Entre las diversas actividades han destacado las societarias, habiendo pertenecido a la Sociedad Francesa de Anatomía, Sociedad Francesa de Neurología y a la Sociedad Francesa de Neuropatología; a la Academia Americana de Neurología, Academia Americana para el Avance de la Ciencia, Academia Científica de Nueva York, Sociedad Real de Medicina del Reino Unido. Finalmente, fue miembro y luego presidente de la Sociedad Peruana de Neurología en el Período 1996-1998, y recientemente incorporado a fines del año 2000 como miembro de la Academia Nacional de Medicina.
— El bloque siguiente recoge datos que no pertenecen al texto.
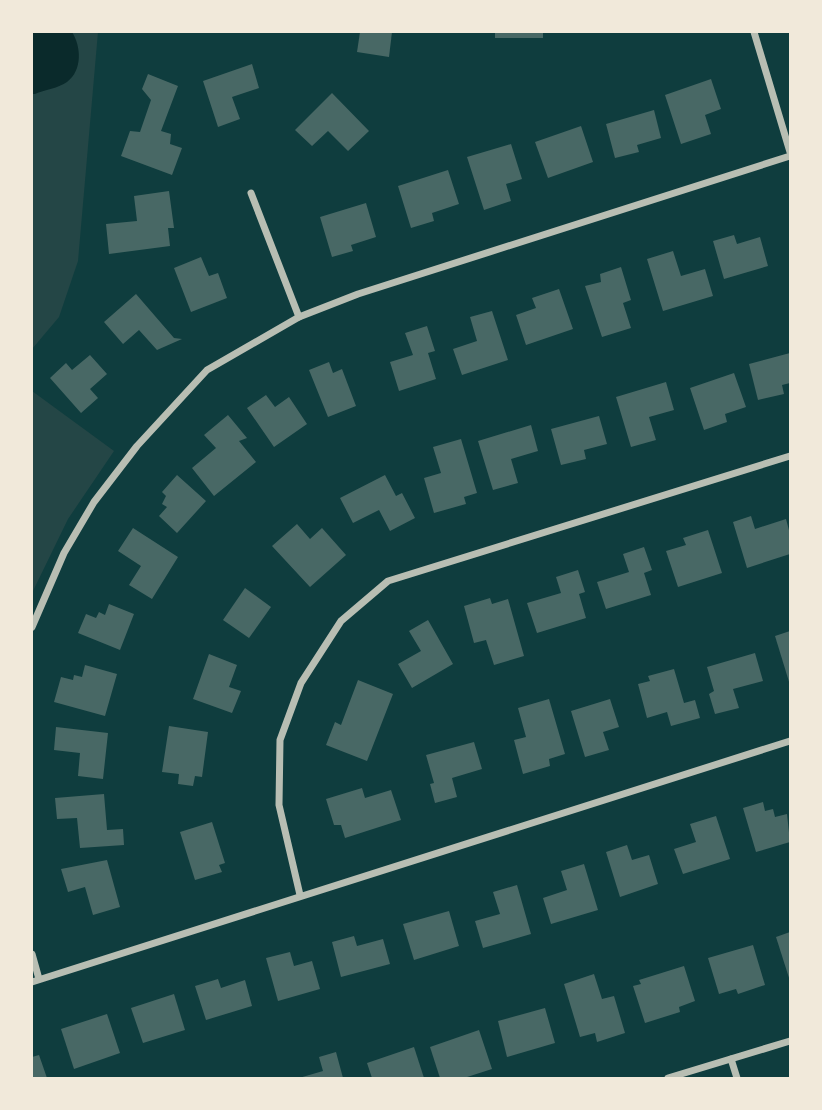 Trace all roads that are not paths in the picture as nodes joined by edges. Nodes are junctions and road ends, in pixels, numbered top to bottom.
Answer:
1 (754, 32) edge
2 (790, 154) edge
3 (251, 193) dead end
4 (299, 317) junction
5 (790, 456) edge
6 (32, 627) edge
7 (790, 741) edge
8 (300, 894) junction
9 (32, 954) edge
10 (35, 981) edge
11 (790, 1041) edge
12 (731, 1059) junction
13 (668, 1079) edge
14 (737, 1079) edge

1 - 2 street
2 - 4 street
3 - 4 street
4 - 6 street
5 - 8 street
7 - 8 street
8 - 10 street
9 - 10 street
11 - 12 street
12 - 13 street
12 - 14 street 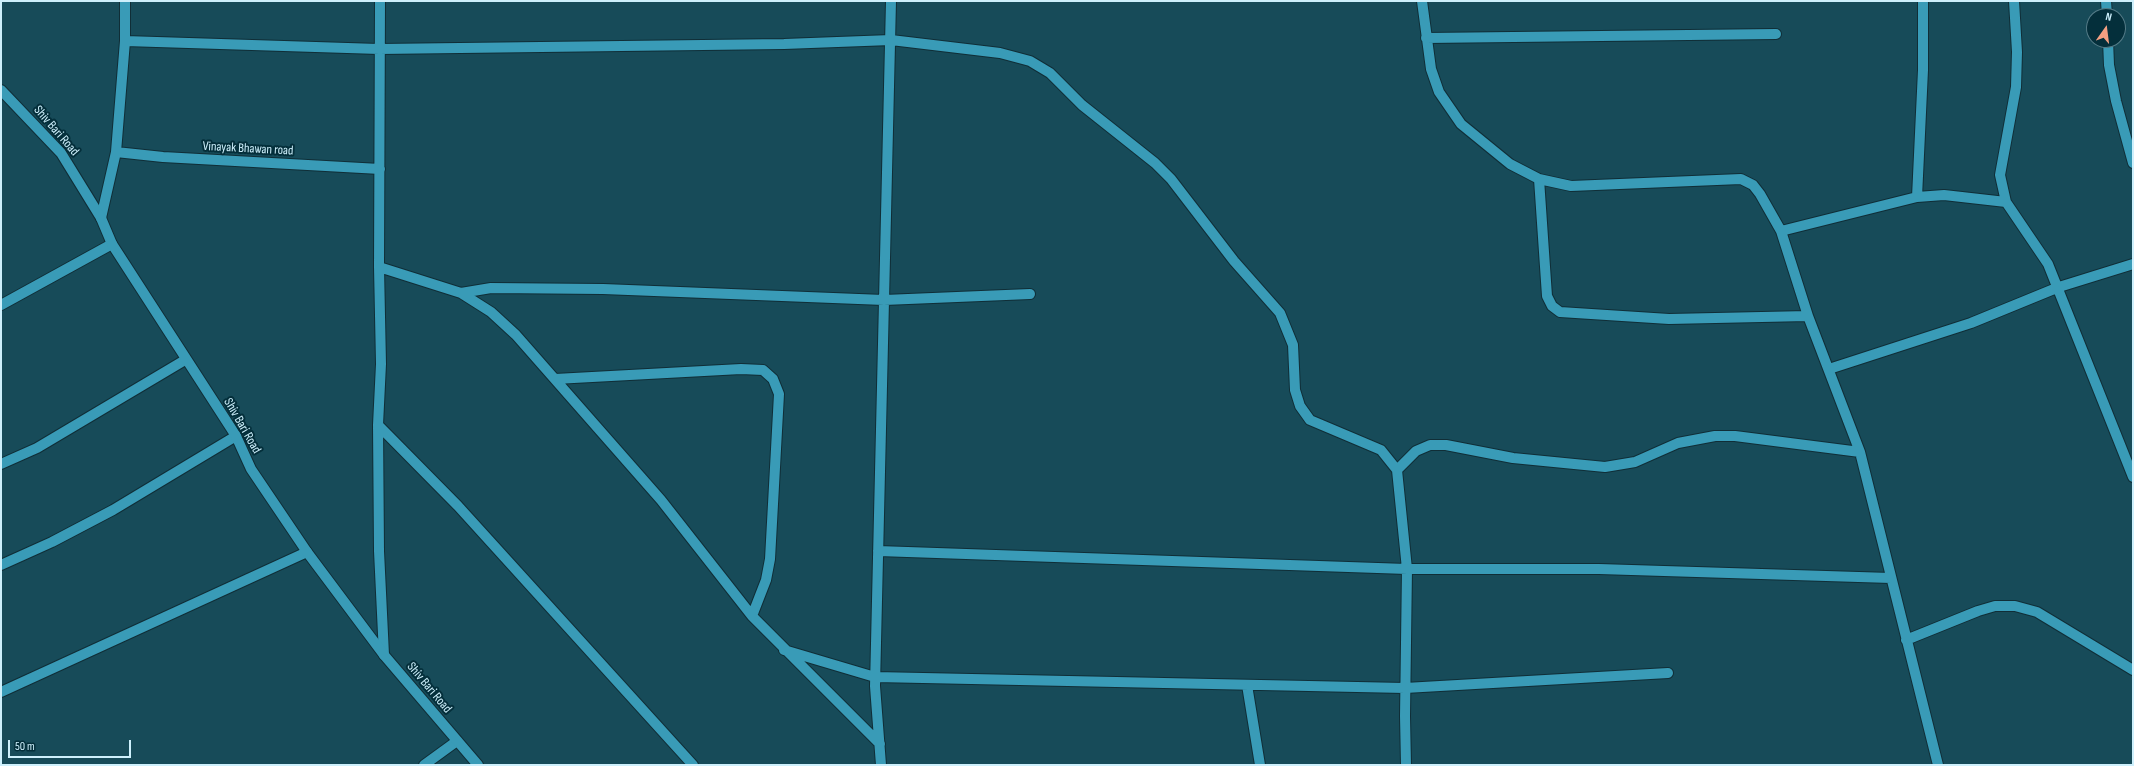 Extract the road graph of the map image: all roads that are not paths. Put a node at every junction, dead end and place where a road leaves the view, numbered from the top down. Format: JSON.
{"nodes":[{"id":1,"x":125,"y":1,"type":"edge"},
{"id":2,"x":380,"y":1,"type":"edge"},
{"id":3,"x":891,"y":1,"type":"edge"},
{"id":4,"x":1422,"y":1,"type":"edge"},
{"id":5,"x":1923,"y":1,"type":"edge"},
{"id":6,"x":2014,"y":1,"type":"edge"},
{"id":7,"x":1776,"y":34,"type":"dead end"},
{"id":8,"x":1426,"y":38,"type":"junction"},
{"id":9,"x":891,"y":40,"type":"junction"},
{"id":10,"x":124,"y":41,"type":"junction"},
{"id":11,"x":2108,"y":48,"type":"edge"},
{"id":12,"x":379,"y":49,"type":"junction"},
{"id":13,"x":1,"y":90,"type":"edge"},
{"id":14,"x":116,"y":152,"type":"junction"},
{"id":15,"x":2133,"y":163,"type":"edge"},
{"id":16,"x":380,"y":169,"type":"junction"},
{"id":17,"x":1539,"y":179,"type":"junction"},
{"id":18,"x":1917,"y":197,"type":"junction"},
{"id":19,"x":2006,"y":202,"type":"junction"},
{"id":20,"x":102,"y":218,"type":"junction"},
{"id":21,"x":1781,"y":231,"type":"junction"},
{"id":22,"x":112,"y":244,"type":"junction"},
{"id":23,"x":2133,"y":264,"type":"edge"},
{"id":24,"x":379,"y":267,"type":"junction"},
{"id":25,"x":2059,"y":287,"type":"junction"},
{"id":26,"x":461,"y":293,"type":"junction"},
{"id":27,"x":1030,"y":294,"type":"dead end"},
{"id":28,"x":884,"y":300,"type":"junction"},
{"id":29,"x":1,"y":305,"type":"edge"},
{"id":30,"x":1808,"y":316,"type":"junction"},
{"id":31,"x":185,"y":360,"type":"junction"},
{"id":32,"x":1829,"y":368,"type":"junction"},
{"id":33,"x":555,"y":379,"type":"junction"},
{"id":34,"x":378,"y":425,"type":"junction"},
{"id":35,"x":236,"y":436,"type":"junction"},
{"id":36,"x":1860,"y":452,"type":"junction"},
{"id":37,"x":1,"y":464,"type":"edge"},
{"id":38,"x":1397,"y":470,"type":"junction"},
{"id":39,"x":2133,"y":477,"type":"edge"},
{"id":40,"x":878,"y":551,"type":"junction"},
{"id":41,"x":307,"y":552,"type":"junction"},
{"id":42,"x":1,"y":564,"type":"edge"},
{"id":43,"x":1408,"y":569,"type":"junction"},
{"id":44,"x":1891,"y":578,"type":"junction"},
{"id":45,"x":752,"y":616,"type":"junction"},
{"id":46,"x":1906,"y":640,"type":"junction"},
{"id":47,"x":784,"y":650,"type":"junction"},
{"id":48,"x":384,"y":655,"type":"junction"},
{"id":49,"x":2133,"y":670,"type":"edge"},
{"id":50,"x":1668,"y":673,"type":"dead end"},
{"id":51,"x":875,"y":677,"type":"junction"},
{"id":52,"x":1247,"y":685,"type":"junction"},
{"id":53,"x":1405,"y":688,"type":"junction"},
{"id":54,"x":1,"y":692,"type":"edge"},
{"id":55,"x":457,"y":741,"type":"junction"},
{"id":56,"x":880,"y":744,"type":"junction"},
{"id":57,"x":424,"y":765,"type":"edge"},
{"id":58,"x":478,"y":765,"type":"edge"},
{"id":59,"x":693,"y":765,"type":"edge"},
{"id":60,"x":881,"y":765,"type":"edge"},
{"id":61,"x":1260,"y":765,"type":"edge"},
{"id":62,"x":1406,"y":765,"type":"edge"},
{"id":63,"x":1938,"y":765,"type":"edge"}],
"edges":[{"from":1,"to":10,"type":"street"},
{"from":2,"to":12,"type":"street"},
{"from":3,"to":9,"type":"street"},
{"from":4,"to":8,"type":"street"},
{"from":5,"to":18,"type":"street"},
{"from":6,"to":19,"type":"street"},
{"from":7,"to":8,"type":"street"},
{"from":8,"to":17,"type":"street"},
{"from":9,"to":12,"type":"street"},
{"from":9,"to":28,"type":"street"},
{"from":9,"to":38,"type":"street"},
{"from":10,"to":12,"type":"street"},
{"from":10,"to":14,"type":"street"},
{"from":11,"to":15,"type":"street"},
{"from":12,"to":16,"type":"street"},
{"from":13,"to":20,"type":"street","name":"Shiv Bari Road"},
{"from":14,"to":16,"type":"street","name":"Vinayak Bhawan road"},
{"from":14,"to":20,"type":"street"},
{"from":16,"to":24,"type":"street"},
{"from":17,"to":21,"type":"street"},
{"from":17,"to":30,"type":"street"},
{"from":18,"to":19,"type":"street"},
{"from":18,"to":21,"type":"street"},
{"from":19,"to":25,"type":"street"},
{"from":20,"to":22,"type":"street","name":"Shiv Bari Road"},
{"from":21,"to":30,"type":"street"},
{"from":22,"to":29,"type":"street"},
{"from":22,"to":31,"type":"street","name":"Shiv Bari Road"},
{"from":23,"to":25,"type":"street"},
{"from":24,"to":26,"type":"street"},
{"from":24,"to":34,"type":"street"},
{"from":25,"to":32,"type":"street"},
{"from":25,"to":39,"type":"street"},
{"from":26,"to":28,"type":"street"},
{"from":26,"to":33,"type":"street"},
{"from":27,"to":28,"type":"street"},
{"from":28,"to":40,"type":"street"},
{"from":30,"to":32,"type":"street"},
{"from":31,"to":35,"type":"street","name":"Shiv Bari Road"},
{"from":31,"to":37,"type":"street"},
{"from":32,"to":36,"type":"street"},
{"from":33,"to":45,"type":"street"},
{"from":33,"to":45,"type":"street"},
{"from":34,"to":48,"type":"street"},
{"from":34,"to":59,"type":"street"},
{"from":35,"to":41,"type":"street","name":"Shiv Bari Road"},
{"from":35,"to":42,"type":"street"},
{"from":36,"to":38,"type":"street"},
{"from":36,"to":44,"type":"street"},
{"from":38,"to":43,"type":"street"},
{"from":40,"to":43,"type":"street"},
{"from":40,"to":51,"type":"street"},
{"from":41,"to":48,"type":"street","name":"Shiv Bari Road"},
{"from":41,"to":54,"type":"street"},
{"from":43,"to":44,"type":"street"},
{"from":43,"to":53,"type":"street"},
{"from":44,"to":46,"type":"street"},
{"from":45,"to":47,"type":"street"},
{"from":46,"to":49,"type":"street"},
{"from":46,"to":63,"type":"street"},
{"from":47,"to":51,"type":"street"},
{"from":47,"to":56,"type":"street"},
{"from":48,"to":55,"type":"street","name":"Shiv Bari Road"},
{"from":50,"to":53,"type":"street"},
{"from":51,"to":52,"type":"street"},
{"from":51,"to":56,"type":"street"},
{"from":52,"to":53,"type":"street"},
{"from":52,"to":61,"type":"street"},
{"from":53,"to":62,"type":"street"},
{"from":55,"to":57,"type":"street"},
{"from":55,"to":58,"type":"street","name":"Shiv Bari Road"},
{"from":56,"to":60,"type":"street"}]}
También tuvo las responsabilidades gubernamentales como director de las Beneficencia Pública de Lima entre 1980 y 1984, y como viceministro de Salud Pública en 1985.

Son más de 80 artículos publicados por el Dr. Luis Trelles, producto de su interés en la investigación, habiendo sido sus temas favoritos la neurocisticercosis, la mielopatía asociada al virus HTLV-I, temas neuropsicológicos, para culminar en su pasión de los últimos ocho años en las imágenes por resonancia magnética. Para ello hizo capacitaciones en el año 1992 en los hospitales Gregorio Marañón en España y en la Universidad de Amiens en Francia. Fue el iniciador en el Perú de los estudios por imágenes de resonancia magnética en 1993, incursionando desde 1999 en las modernas técnicas de difusión-perfusión y en la resonancia magnética funcional.

Esa vida plena de actividades exitosas, también lo ha sido en el plano familiar y de la amistad. Su esposa Cecilia Thorne de Trelles y sus adoradas hijas María Verónica, María del Pilar y María del Carmen colmaron plenamente su cotidiano quehacer. Del mismo modo ha sido ejemplar su capacidad de generar y cultivar la amistad. Siempre se dio abierto a la conversación, a su comentario versado, su respeto a todos, sus grandes aficiones: la tabla hawaiana, el cine, las corridas de toros; en fin, tantos dones bien cultivados, que aún dificulta mucho el conseguir completa resignación de su nefasta y temprana partida.